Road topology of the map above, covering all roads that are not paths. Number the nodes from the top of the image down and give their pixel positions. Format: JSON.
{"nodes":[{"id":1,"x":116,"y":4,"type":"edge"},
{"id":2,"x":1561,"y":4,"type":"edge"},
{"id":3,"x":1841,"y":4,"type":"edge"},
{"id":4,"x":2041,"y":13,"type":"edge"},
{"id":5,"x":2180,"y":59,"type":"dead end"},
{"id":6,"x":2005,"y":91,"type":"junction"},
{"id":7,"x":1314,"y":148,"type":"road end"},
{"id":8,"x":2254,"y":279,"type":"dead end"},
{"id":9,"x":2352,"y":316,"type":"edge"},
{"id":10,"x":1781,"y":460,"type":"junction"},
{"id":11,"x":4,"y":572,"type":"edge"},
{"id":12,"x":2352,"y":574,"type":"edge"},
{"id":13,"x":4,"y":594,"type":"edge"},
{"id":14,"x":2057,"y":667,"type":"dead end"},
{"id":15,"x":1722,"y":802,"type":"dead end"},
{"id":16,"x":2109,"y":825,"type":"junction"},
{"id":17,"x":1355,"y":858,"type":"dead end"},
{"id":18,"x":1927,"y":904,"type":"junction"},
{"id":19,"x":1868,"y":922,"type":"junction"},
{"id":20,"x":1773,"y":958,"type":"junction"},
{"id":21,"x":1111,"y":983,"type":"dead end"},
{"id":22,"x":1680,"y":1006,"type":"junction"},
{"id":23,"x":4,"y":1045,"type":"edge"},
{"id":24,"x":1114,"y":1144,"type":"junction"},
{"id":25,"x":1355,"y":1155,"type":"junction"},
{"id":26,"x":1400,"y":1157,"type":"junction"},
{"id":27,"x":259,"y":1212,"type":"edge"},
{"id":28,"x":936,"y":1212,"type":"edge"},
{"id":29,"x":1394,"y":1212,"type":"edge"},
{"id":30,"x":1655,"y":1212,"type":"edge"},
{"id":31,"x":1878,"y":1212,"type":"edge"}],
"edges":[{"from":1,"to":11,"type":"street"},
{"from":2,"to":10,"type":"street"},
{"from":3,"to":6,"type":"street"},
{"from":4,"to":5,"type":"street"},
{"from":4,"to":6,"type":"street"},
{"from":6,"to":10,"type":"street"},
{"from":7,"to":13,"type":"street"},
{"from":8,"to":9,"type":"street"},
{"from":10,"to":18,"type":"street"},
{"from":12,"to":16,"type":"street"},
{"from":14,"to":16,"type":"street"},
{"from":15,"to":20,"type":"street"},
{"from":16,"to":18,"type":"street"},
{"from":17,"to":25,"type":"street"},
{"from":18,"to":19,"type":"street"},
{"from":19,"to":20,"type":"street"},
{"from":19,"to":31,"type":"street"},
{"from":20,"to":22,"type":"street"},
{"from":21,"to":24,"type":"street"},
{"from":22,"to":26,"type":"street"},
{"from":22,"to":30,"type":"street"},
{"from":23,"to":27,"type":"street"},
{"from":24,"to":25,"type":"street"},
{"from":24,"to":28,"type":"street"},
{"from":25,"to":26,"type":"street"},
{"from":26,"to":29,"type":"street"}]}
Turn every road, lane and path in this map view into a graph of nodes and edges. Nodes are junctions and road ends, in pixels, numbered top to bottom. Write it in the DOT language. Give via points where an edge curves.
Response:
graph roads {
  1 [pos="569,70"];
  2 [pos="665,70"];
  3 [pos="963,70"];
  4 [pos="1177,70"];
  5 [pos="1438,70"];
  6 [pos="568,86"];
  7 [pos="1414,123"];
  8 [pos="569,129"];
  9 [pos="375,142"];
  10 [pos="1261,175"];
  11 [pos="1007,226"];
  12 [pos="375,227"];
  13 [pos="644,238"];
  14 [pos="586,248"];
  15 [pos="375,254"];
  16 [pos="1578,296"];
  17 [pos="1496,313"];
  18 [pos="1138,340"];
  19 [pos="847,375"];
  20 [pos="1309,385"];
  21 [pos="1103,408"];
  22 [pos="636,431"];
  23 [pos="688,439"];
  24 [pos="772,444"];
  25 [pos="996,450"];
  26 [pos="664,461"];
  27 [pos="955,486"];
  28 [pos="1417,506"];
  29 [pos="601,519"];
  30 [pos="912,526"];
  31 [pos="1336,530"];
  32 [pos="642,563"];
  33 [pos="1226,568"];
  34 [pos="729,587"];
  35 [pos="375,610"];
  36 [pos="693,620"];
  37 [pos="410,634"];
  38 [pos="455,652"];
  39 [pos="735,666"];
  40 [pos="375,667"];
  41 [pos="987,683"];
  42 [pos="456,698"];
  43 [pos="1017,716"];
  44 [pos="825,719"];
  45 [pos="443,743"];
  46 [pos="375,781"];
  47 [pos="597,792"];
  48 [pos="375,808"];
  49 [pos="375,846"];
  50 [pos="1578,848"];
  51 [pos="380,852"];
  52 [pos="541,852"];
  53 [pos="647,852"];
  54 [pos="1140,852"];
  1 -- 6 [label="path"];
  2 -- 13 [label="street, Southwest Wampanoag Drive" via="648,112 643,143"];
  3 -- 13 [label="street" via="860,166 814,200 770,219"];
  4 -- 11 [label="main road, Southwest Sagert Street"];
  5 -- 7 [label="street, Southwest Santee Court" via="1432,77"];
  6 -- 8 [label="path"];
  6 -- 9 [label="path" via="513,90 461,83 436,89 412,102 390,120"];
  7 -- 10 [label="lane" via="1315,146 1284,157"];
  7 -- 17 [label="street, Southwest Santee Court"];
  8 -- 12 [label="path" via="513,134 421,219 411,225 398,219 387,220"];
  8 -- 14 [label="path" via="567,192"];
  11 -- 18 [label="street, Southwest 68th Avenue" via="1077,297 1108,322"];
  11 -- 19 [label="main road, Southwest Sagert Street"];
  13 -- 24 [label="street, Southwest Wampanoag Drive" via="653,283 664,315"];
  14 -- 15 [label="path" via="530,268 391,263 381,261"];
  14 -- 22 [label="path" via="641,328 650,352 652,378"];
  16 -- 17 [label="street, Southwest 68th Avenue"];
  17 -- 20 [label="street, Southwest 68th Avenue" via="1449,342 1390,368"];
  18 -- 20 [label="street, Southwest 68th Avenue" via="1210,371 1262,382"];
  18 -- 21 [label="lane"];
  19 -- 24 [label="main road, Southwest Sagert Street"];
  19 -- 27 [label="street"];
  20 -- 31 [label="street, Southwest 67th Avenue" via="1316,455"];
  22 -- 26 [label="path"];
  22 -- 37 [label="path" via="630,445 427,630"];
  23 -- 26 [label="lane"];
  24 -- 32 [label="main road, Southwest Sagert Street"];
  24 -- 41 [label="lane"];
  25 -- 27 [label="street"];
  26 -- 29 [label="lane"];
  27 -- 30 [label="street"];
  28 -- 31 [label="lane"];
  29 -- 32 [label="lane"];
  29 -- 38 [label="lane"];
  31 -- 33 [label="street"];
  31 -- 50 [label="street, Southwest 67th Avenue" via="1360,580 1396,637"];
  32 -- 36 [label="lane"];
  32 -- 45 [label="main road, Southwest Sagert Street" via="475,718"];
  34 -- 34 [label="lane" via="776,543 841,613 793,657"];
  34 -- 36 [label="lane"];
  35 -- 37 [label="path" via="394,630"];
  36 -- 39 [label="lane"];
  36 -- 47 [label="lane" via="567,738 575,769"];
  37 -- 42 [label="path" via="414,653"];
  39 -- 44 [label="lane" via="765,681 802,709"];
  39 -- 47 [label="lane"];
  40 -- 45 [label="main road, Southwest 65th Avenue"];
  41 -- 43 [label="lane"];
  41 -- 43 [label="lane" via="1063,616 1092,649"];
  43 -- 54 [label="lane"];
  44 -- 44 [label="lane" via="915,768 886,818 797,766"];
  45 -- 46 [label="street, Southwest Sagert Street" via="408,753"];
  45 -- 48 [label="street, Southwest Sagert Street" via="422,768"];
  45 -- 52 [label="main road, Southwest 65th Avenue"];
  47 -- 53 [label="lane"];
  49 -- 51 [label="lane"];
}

------------------------------------------------------------

For the string "Santee", filter the data and copy out each line where it occurs.

▶ _Task answer_
  5 -- 7 [label="street, Southwest Santee Court" via="1432,77"];
  7 -- 17 [label="street, Southwest Santee Court"];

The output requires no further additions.